Dan Greenhaus, chief strategist at BTIG, who thinks the “considerable time” language might survive in the September meeting’s policy statement, said the relentless move in stocks since 2011 has sucked in the last of the bearish strategists, some of whom are forecasting notable gains by the end of the year.
“Since we, like others, haven’t gotten absolutely more bullish, this has left us relatively more bearish,” Greenhaus said.
Bearish strategists have continued to loosen up and hike their targets. This past week noted bear Gina Martin Adams at Wells Fargo Securities dropped her 1,850 year-end target in favor of a 12-month target of 2,100, as earnings strength is beginning to counter the fear of Fed volatility. Similarly, David Bianco at Deutsche Bank raised his target to 2,050 from 1,850.
Holdouts to raising targets are fewer, but remain. Brian Belski at BMO Capital Markets is sticking by his 1,900 target, emboldened by others’ target raises, and convinced that stock prices have gotten ahead of themselves and need earnings to catch up, especially with the Fed wrapping up its easing programs.
BTIG’s Greenhaus is also wary of how investors will digest Fed policy going forward.
“As we increasingly approach the end of 2014, the bias does indeed remain to the upside but the fact remains that we’re closing in on tighter Fed policy and that is often not good for equities,” Greenhaus said.
With QE training wheels off: Will earnings provide momentum?
In the slow time between earnings season peaks, a few notable company will be releasing results this week.
Adobe Systems Inc. ADBE, -1.99% reports on Tuesday. FedEx Corp. FDX, +0.81% General Mills Inc. GIS, -0.90% , and Lennar Corp. LEN, -1.39% report on Wednesday. Then, on Thursday, Oracle Corp. ORCL, -0.44% , ConAgra Foods Inc. CAG, -0.49% , and Red Hat Inc. RHT, -1.86% release quarterly results.
Following that it’ll be less than a month before we’re back in the thick of earnings season in October.
Currently, about 75% of companies on the S&P 500 offering quarterly outlooks are guiding below the Wall Street consensus, according to John Butters, senior earnings analyst at FactSet. While that may seem high compared to the five-year average of 66%, it’s below the 83% from this time last year, and on par with the 75% from three months ago heading into this past earnings season.

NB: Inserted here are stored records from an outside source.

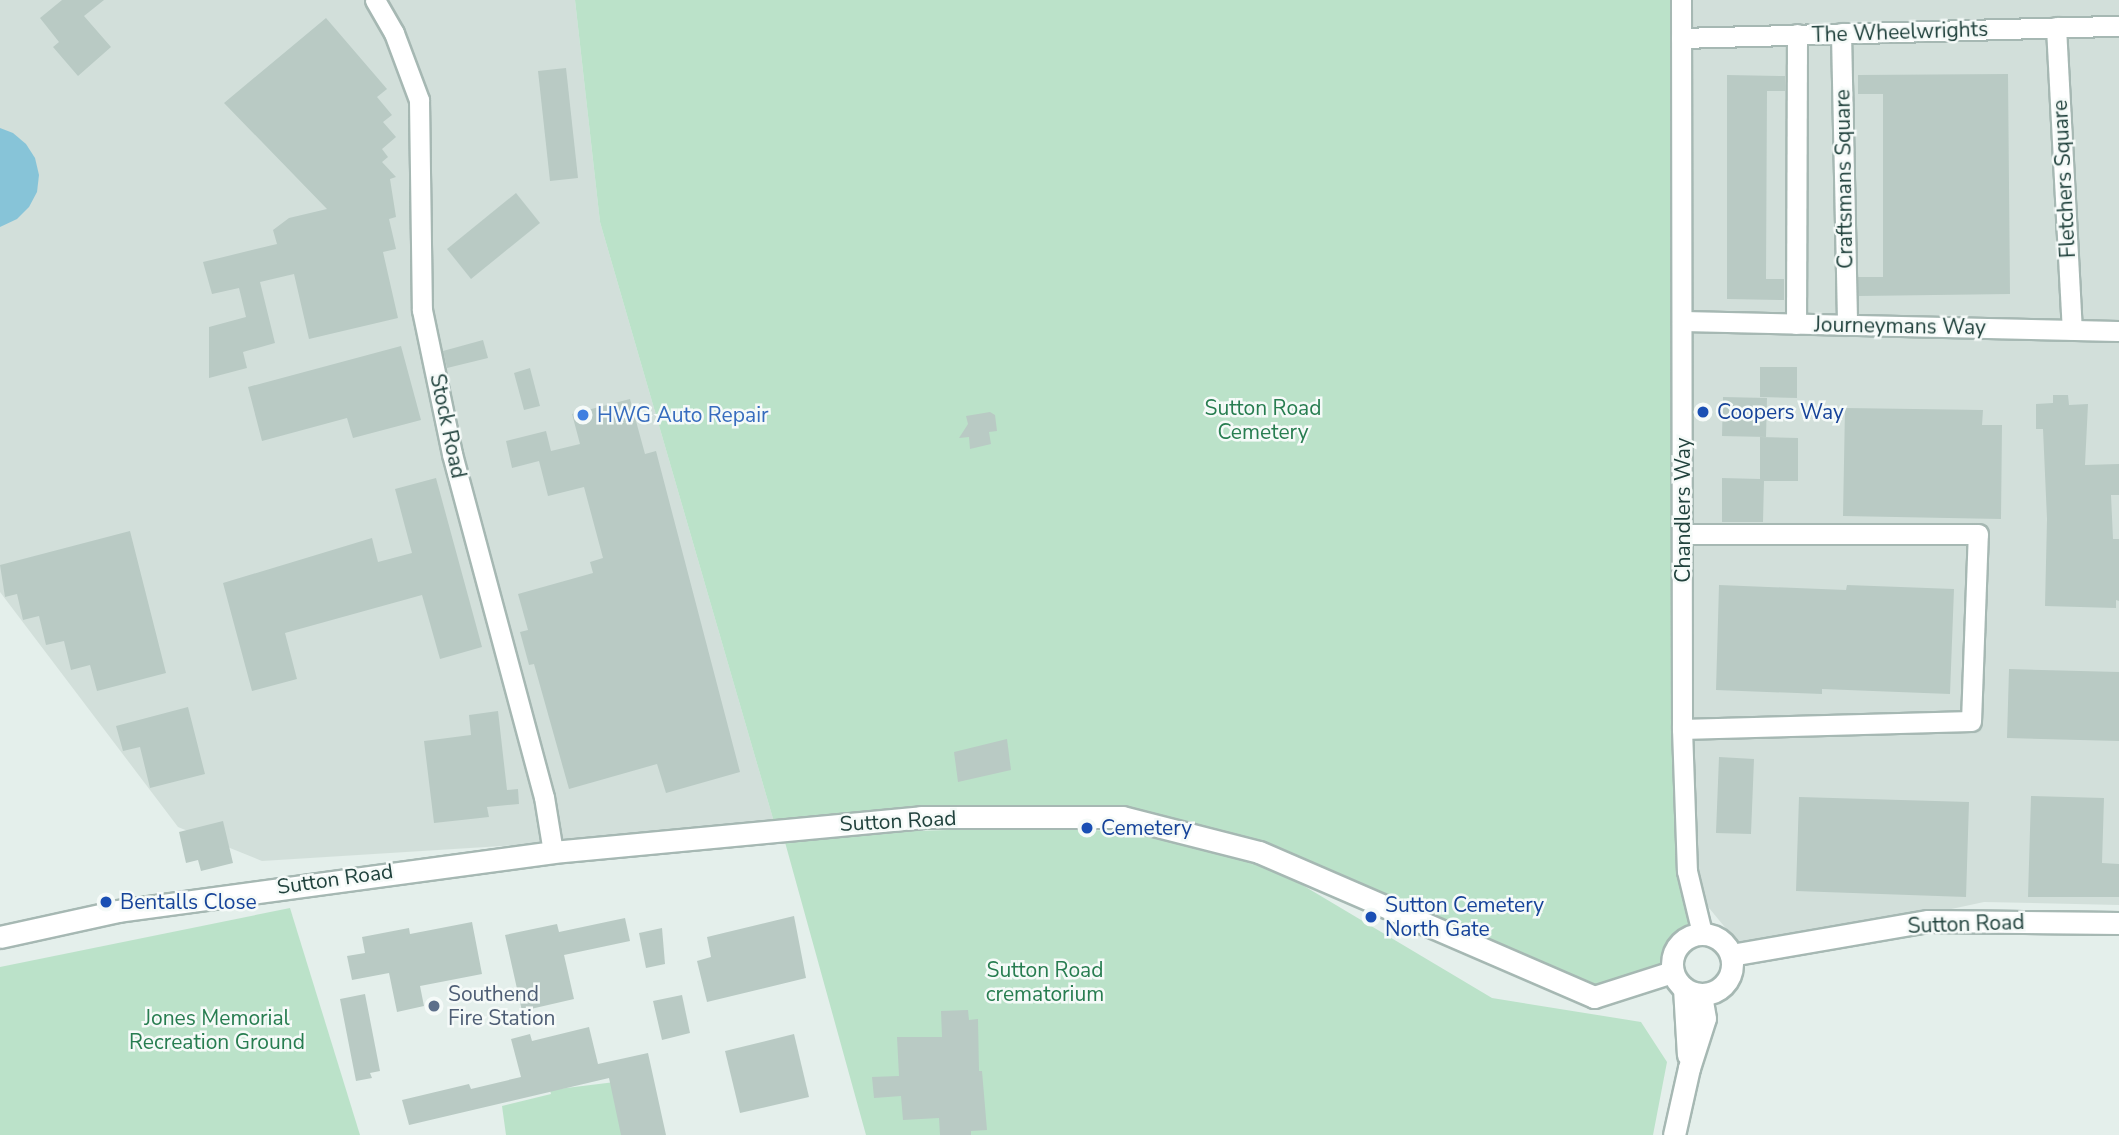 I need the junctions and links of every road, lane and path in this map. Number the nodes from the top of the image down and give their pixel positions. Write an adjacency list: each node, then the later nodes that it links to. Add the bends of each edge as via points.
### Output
1 (375, 0): 15 (street, Stock Road, via 394,33 419,100 422,310 452,454 544,797)
2 (1681, 0): 7 (street, Chandlers Way)
3 (2119, 26): 4 (street, The Wheelwrights)
4 (2056, 27): 5 (street, The Wheelwrights); 11 (street, Fletchers Square)
5 (1841, 33): 6 (street, The Wheelwrights); 10 (street, Craftsmans Square)
6 (1797, 34): 7 (street, The Wheelwrights); 9 (street)
7 (1681, 38): 8 (street, Chandlers Way)
8 (1682, 321): 9 (street, Journeymans Way); 13 (street, Chandlers Way)
9 (1796, 324): 10 (street, Journeymans Way)
10 (1847, 325): 11 (street, Journeymans Way)
11 (2072, 331): 12 (street, Journeymans Way)
12 (2119, 331)
13 (1685, 534): 14 (street, Chandlers Way); 14 (street, via 1978,534 1971,721)
14 (1682, 729): 17 (street, Chandlers Way, via 1687,871)
15 (553, 852): 18 (street, Sutton Road, via 118,911); 20 (street, Sutton Road, via 921,817 1122,817 1259,852 1594,997)
16 (2119, 923): 19 (street, Sutton Road, via 1928,921)
17 (1702, 933): 19 (street, via 1717,937); 20 (street, via 1684,939 1672,954)
18 (0, 937)
19 (1731, 955): 20 (street, Sutton Road, via 1730,976 1718,990)
20 (1686, 985): 21 (street, via 1705,1018)
21 (1674, 1135)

In fact, corporate outlooks are at their most optimistic in nearly two years, according to Savita Subramanian, Bank of America Merrill Lynch equity and quant strategist, in a recent note.
BofA Merrill Lynch US Quantitative Strategy
Outlook optimism highest in nearly two years.
“After growing increasingly negative on earnings guidance since 2010, management is finally sounding more constructive,” Subramanian noted. “The 3-month ratio of above-consensus to below-consensus earnings guidance ticked up to 0.60 as of the end of August, just below average and at the highest level since December 2012.”
Third-quarter earnings for the S&P 500 are currently expected to grow by 6.2%, down from an estimate of 6.5% a week ago., according to Butters.